Input data.
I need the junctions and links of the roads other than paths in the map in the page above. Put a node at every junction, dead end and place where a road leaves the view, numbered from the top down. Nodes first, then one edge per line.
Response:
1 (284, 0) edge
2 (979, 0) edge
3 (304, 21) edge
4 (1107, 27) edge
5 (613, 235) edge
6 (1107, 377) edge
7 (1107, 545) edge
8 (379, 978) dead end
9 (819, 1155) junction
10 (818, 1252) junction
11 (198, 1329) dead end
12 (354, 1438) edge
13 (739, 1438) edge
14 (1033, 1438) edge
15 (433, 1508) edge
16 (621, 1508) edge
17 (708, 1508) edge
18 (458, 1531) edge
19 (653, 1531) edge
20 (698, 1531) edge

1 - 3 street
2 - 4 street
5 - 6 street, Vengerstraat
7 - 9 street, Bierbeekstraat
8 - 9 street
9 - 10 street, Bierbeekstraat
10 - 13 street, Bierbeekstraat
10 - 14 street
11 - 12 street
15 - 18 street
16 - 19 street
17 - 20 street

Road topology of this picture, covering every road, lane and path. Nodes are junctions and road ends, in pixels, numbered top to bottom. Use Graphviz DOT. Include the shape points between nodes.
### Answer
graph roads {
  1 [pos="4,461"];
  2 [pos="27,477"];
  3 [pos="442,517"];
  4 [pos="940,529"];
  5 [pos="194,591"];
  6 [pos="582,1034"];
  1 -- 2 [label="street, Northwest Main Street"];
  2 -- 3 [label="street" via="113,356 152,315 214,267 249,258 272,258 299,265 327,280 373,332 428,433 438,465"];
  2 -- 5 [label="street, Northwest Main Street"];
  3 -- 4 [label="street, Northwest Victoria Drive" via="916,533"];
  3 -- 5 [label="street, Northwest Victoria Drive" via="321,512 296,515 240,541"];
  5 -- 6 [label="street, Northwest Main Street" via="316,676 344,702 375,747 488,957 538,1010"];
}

Task goal. Whatever the entries say, repeat all of them exactly.

The answer.
I need the junctions and links of the roads other than paths in the map in the page above. Put a node at every junction, dead end and place where a road leaves the view, numbered from the top down. Nodes first, then one edge per line.
Response:
1 (284, 0) edge
2 (979, 0) edge
3 (304, 21) edge
4 (1107, 27) edge
5 (613, 235) edge
6 (1107, 377) edge
7 (1107, 545) edge
8 (379, 978) dead end
9 (819, 1155) junction
10 (818, 1252) junction
11 (198, 1329) dead end
12 (354, 1438) edge
13 (739, 1438) edge
14 (1033, 1438) edge
15 (433, 1508) edge
16 (621, 1508) edge
17 (708, 1508) edge
18 (458, 1531) edge
19 (653, 1531) edge
20 (698, 1531) edge

1 - 3 street
2 - 4 street
5 - 6 street, Vengerstraat
7 - 9 street, Bierbeekstraat
8 - 9 street
9 - 10 street, Bierbeekstraat
10 - 13 street, Bierbeekstraat
10 - 14 street
11 - 12 street
15 - 18 street
16 - 19 street
17 - 20 street

Road topology of this picture, covering every road, lane and path. Nodes are junctions and road ends, in pixels, numbered top to bottom. Use Graphviz DOT. Include the shape points between nodes.
### Answer
graph roads {
  1 [pos="4,461"];
  2 [pos="27,477"];
  3 [pos="442,517"];
  4 [pos="940,529"];
  5 [pos="194,591"];
  6 [pos="582,1034"];
  1 -- 2 [label="street, Northwest Main Street"];
  2 -- 3 [label="street" via="113,356 152,315 214,267 249,258 272,258 299,265 327,280 373,332 428,433 438,465"];
  2 -- 5 [label="street, Northwest Main Street"];
  3 -- 4 [label="street, Northwest Victoria Drive" via="916,533"];
  3 -- 5 [label="street, Northwest Victoria Drive" via="321,512 296,515 240,541"];
  5 -- 6 [label="street, Northwest Main Street" via="316,676 344,702 375,747 488,957 538,1010"];
}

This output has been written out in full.